La brachycéphalie est une déformation symétrique du crâne, à différencier de la plagiocéphalie, qui est asymétrique. Elle se manifeste par un aplatissement centré de l’arrière du crâne, accompagné d’un raccourcissement d’avant en arrière et d’un élargissement latéral, donnant à la tête un aspect plus large que long.
Des causes variées : congénitales et postnatales
La brachycéphalie positionnelle résulte le plus souvent de pressions prolongées sur l’arrière du crâne (occiput), généralement dues à une immobilité excessive dans une même position.
Un mot essentiel pour les parents : le couchage sur le dos sauve des vies
Important : depuis 1994, il est fortement recommandé de coucher tous les bébés sur le dos pour dormir. Selon la fiche mémo de la HAS, le couchage à plat sur le dos strict pour le sommeil est recommandé pour prévenir la Mort Inattendue du Nourrisson (MIN). Cette recommandation a conduit à une forte diminution des décès attribués à la MIN.
La brachycéphalie n’est pas causée par cette position de sommeil, mais par l’absence de variation de position en dehors des phases de sommeil, notamment pendant les périodes d’éveil.
Causes avant ou au moment de la naissance
Certaines caractéristiques propres au bébé ou à la grossesse peuvent favoriser une brachycéphalie dès la naissance. Selon le rapport d’élaboration de la HAS, ces facteurs sont les suivants :
- Un poids élevé à la naissance (macrosomie).
- Des tensions musculaires faibles (hypotonie).
- Des malformations cardiaques (cardiopathies congénitales).
- Des fractures à la naissance (clavicule ou jambe).
- Un allaitement prolongé.
Ces facteurs peuvent limiter la mobilité spontanée du nourrisson et accroître le risque de pression constante sur l’arrière du crâne.

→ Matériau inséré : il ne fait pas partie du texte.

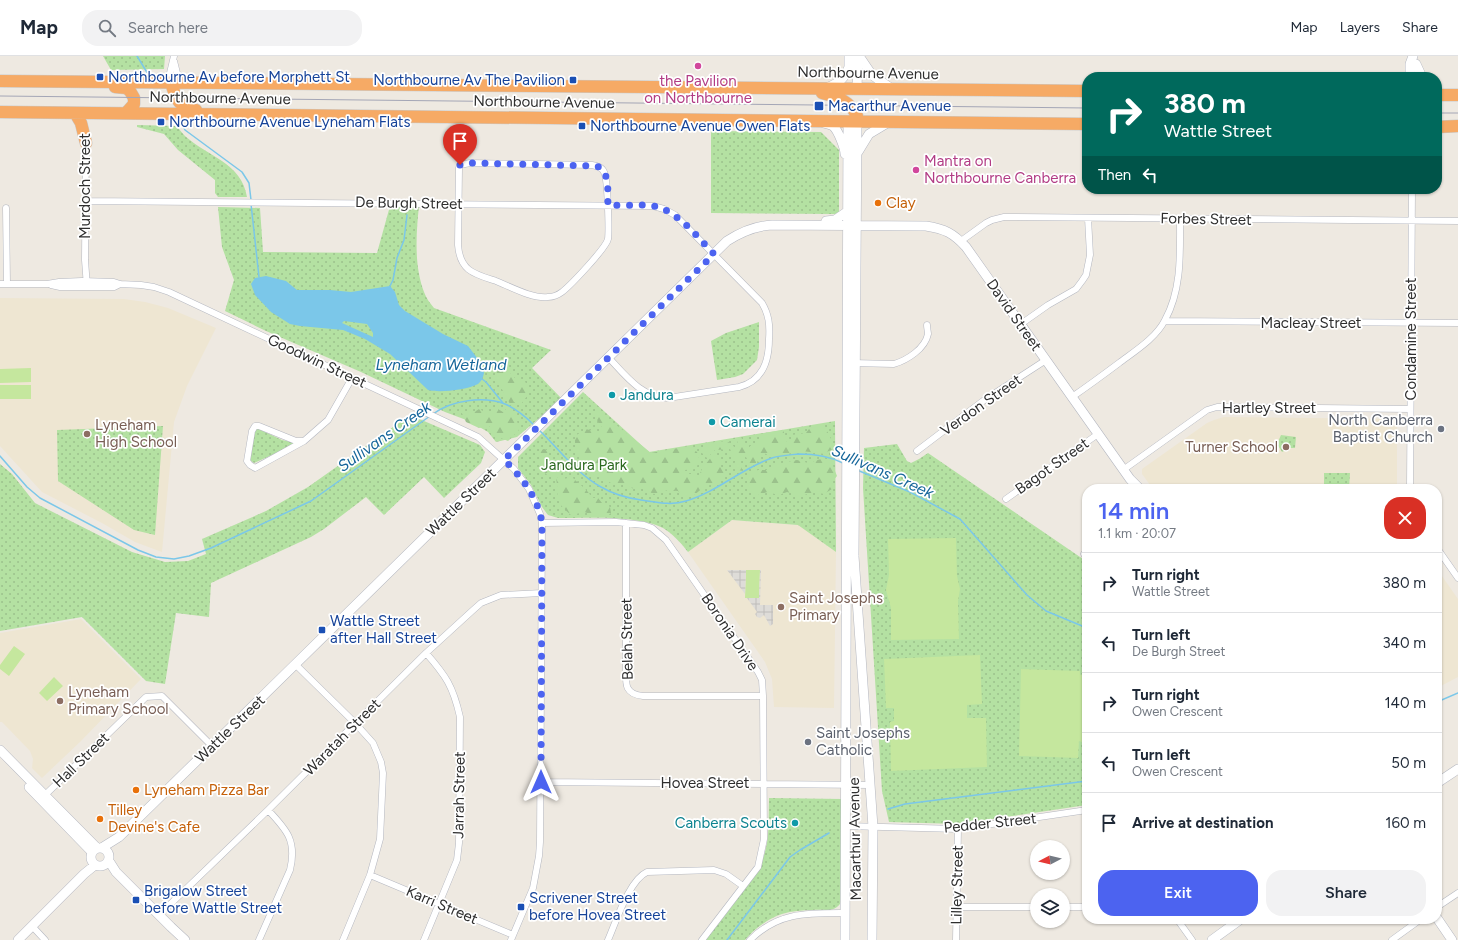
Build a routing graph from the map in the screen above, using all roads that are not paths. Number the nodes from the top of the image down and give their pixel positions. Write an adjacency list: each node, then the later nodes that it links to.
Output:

Causes après la naissance : environnement et habitudes
De nombreuses causes sont liées aux pratiques du quotidien, en particulier lors de la période d’éveil. La Fiche Mémo de la HAS mentionne les points suivants :
- Utilisation prolongée de dispositifs contraignants : transats, sièges-auto, cocons, balancelles ou réducteurs de lit limitent la liberté de mouvement de la tête. Cela favorise un appui constant sur la partie postérieure du crâne.
- Manque de temps passé sur le ventre : si le bébé reste toujours sur le dos, y compris durant ses phases d’éveil, il ne développe pas sa musculature et reste dans des positions passives.
- Manque de stimulations visuelles ou sonores variées : si les jouets ou les sources de voix sont toujours placés au même endroit, le bébé tournera systématiquement la tête du même côté.
- Grossesses multiples ou espace utérin limité : cela peut restreindre les mouvements du bébé in utero, entraînant une sensibilité accrue à la pression postérieure.
Ne pas confondre cause et précaution
Il est primordial de rassurer les parents : la position sur le dos pour dormir ne doit surtout pas être modifiée. C’est l’immobilité pendant les périodes d’éveil qui est en cause.
La HAS rappelle que l’enjeu est de favoriser la motricité libre et la variation de position quand l’enfant est réveillé, sans jamais remettre en question les règles de couchage sécuritaire.